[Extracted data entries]
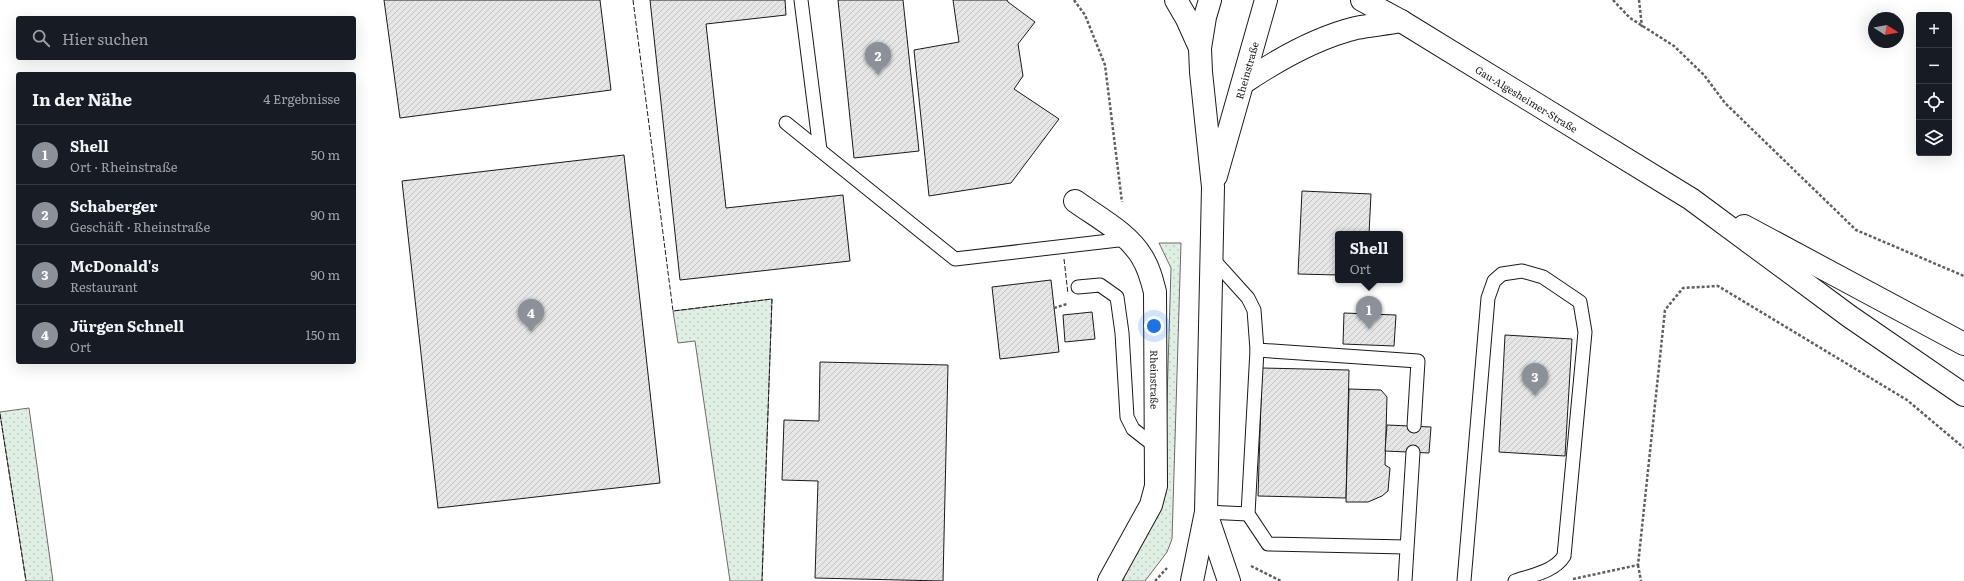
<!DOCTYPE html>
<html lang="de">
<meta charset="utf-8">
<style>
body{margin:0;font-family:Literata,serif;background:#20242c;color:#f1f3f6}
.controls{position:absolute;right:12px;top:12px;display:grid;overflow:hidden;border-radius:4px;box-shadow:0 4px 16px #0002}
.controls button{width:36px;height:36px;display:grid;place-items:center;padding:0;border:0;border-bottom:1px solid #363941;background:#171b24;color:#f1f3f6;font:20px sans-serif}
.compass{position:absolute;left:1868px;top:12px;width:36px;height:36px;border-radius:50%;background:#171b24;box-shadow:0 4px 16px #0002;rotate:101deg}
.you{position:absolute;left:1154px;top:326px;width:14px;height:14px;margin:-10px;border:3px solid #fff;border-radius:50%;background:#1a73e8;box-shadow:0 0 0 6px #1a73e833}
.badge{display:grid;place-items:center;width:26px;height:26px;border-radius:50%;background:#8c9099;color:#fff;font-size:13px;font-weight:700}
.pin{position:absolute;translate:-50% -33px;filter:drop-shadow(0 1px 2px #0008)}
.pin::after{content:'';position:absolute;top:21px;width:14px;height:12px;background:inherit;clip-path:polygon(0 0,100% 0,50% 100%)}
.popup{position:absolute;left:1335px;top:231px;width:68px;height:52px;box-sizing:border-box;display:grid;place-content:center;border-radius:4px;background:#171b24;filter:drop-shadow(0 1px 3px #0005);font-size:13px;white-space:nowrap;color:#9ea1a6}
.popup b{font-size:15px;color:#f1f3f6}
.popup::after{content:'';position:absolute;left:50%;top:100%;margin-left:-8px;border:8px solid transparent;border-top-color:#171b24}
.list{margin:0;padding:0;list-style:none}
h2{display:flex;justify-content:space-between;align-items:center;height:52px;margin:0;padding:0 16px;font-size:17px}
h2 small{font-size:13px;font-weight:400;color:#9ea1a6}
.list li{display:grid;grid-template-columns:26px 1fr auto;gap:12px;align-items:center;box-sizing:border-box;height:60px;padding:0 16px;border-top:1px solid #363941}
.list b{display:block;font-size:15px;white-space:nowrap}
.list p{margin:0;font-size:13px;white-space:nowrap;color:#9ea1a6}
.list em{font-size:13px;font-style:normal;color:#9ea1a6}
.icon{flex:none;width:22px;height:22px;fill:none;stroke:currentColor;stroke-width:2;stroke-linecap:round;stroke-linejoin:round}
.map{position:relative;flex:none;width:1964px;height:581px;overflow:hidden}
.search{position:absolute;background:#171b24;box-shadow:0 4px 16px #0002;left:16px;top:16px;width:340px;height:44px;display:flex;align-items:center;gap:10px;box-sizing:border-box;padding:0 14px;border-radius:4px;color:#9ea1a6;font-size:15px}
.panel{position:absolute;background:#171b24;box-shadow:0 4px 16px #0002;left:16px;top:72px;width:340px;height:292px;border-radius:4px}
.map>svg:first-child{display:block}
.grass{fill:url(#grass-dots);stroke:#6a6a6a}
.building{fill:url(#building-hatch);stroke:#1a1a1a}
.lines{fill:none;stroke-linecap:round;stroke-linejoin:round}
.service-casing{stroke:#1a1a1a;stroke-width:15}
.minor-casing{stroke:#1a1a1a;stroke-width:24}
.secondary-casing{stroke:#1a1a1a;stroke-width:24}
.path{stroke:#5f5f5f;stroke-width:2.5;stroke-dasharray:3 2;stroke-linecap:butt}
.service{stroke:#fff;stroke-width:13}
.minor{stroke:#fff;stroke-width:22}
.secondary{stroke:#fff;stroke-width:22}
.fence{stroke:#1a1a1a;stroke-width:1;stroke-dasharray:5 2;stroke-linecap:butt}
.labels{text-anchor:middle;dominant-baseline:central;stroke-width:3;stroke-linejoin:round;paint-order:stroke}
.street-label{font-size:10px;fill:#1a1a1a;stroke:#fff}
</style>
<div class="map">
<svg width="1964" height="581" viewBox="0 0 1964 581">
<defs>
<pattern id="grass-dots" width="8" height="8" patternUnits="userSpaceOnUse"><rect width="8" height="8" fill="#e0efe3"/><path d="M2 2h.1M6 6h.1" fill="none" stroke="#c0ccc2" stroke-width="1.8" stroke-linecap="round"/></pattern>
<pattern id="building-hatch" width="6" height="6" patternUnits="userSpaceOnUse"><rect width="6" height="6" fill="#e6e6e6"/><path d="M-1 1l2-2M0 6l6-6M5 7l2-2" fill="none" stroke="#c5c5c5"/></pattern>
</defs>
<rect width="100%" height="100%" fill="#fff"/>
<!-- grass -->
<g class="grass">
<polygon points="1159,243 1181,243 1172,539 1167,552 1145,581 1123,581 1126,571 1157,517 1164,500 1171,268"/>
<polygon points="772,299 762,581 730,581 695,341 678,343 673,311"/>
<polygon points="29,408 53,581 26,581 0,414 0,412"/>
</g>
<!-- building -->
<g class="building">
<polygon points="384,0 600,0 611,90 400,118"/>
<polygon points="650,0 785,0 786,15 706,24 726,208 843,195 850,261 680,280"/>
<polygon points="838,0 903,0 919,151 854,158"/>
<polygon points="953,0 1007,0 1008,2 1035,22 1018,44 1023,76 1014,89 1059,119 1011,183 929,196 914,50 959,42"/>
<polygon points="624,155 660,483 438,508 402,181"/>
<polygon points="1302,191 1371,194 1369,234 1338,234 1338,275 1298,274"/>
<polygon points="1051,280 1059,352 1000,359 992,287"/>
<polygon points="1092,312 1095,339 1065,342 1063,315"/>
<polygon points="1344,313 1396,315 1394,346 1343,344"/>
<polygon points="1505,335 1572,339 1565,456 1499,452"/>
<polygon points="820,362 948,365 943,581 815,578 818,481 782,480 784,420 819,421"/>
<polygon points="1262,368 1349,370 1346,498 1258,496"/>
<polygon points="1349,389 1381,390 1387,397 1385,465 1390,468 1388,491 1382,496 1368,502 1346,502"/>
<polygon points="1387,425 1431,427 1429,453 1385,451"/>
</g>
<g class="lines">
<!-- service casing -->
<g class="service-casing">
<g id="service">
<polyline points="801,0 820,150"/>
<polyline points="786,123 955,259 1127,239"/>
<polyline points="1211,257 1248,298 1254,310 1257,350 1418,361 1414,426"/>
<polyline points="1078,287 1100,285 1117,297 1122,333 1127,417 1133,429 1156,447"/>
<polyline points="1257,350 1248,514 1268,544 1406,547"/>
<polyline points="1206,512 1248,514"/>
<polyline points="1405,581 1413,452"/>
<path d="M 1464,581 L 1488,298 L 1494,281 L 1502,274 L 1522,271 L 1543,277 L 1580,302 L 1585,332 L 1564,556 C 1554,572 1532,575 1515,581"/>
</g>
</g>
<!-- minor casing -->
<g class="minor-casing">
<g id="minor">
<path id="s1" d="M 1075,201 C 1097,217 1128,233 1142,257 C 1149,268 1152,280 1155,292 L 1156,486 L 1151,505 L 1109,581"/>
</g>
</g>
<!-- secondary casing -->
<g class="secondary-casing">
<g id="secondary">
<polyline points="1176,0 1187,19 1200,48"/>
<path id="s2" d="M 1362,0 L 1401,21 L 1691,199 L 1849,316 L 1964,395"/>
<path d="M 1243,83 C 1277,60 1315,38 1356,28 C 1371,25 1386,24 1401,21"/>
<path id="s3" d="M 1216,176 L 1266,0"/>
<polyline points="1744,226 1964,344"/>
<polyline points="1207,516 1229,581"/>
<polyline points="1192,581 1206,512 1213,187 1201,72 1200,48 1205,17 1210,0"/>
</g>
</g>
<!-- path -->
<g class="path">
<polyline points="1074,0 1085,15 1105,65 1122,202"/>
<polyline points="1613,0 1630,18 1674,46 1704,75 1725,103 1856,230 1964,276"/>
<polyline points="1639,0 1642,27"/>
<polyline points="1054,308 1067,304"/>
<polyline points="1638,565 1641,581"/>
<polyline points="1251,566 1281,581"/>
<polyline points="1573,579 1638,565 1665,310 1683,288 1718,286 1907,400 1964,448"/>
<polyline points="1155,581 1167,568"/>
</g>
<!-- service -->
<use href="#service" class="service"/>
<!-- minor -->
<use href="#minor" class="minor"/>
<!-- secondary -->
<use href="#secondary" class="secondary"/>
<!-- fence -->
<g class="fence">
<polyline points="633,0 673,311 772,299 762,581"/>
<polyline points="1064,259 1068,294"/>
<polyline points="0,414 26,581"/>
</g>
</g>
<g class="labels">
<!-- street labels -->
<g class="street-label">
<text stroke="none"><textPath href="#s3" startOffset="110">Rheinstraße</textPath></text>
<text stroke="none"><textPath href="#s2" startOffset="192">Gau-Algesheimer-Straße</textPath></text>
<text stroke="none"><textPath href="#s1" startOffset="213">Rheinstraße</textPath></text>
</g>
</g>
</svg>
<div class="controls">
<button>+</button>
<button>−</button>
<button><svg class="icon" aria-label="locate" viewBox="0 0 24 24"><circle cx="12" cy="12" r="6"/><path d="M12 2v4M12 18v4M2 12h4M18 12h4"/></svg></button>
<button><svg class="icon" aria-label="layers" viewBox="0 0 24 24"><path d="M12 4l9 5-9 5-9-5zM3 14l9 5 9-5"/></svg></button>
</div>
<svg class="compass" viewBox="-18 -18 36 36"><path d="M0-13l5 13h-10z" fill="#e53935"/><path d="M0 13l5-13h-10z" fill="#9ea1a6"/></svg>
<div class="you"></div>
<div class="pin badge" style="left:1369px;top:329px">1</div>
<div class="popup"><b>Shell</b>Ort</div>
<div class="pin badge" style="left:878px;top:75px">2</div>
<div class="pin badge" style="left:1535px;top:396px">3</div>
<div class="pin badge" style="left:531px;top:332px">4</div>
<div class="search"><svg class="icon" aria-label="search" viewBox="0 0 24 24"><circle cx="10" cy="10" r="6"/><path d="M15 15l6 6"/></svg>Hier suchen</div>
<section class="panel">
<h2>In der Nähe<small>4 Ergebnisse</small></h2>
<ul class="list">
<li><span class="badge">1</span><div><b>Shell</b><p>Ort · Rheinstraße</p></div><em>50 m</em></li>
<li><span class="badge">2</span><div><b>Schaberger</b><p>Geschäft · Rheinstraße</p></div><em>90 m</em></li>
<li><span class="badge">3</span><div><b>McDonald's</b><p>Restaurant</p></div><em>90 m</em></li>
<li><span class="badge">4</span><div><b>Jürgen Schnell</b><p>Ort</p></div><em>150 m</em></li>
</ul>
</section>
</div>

■ **WORK REQUIRED**
The word is "badge". Copy every line above where it appears.

■ **OUTPUT**
.badge{display:grid;place-items:center;width:26px;height:26px;border-radius:50%;background:#8c9099;color:#fff;font-size:13px;font-weight:700}
<div class="pin badge" style="left:1369px;top:329px">1</div>
<div class="pin badge" style="left:878px;top:75px">2</div>
<div class="pin badge" style="left:1535px;top:396px">3</div>
<div class="pin badge" style="left:531px;top:332px">4</div>
<li><span class="badge">1</span><div><b>Shell</b><p>Ort · Rheinstraße</p></div><em>50 m</em></li>
<li><span class="badge">2</span><div><b>Schaberger</b><p>Geschäft · Rheinstraße</p></div><em>90 m</em></li>
<li><span class="badge">3</span><div><b>McDonald's</b><p>Restaurant</p></div><em>90 m</em></li>
<li><span class="badge">4</span><div><b>Jürgen Schnell</b><p>Ort</p></div><em>150 m</em></li>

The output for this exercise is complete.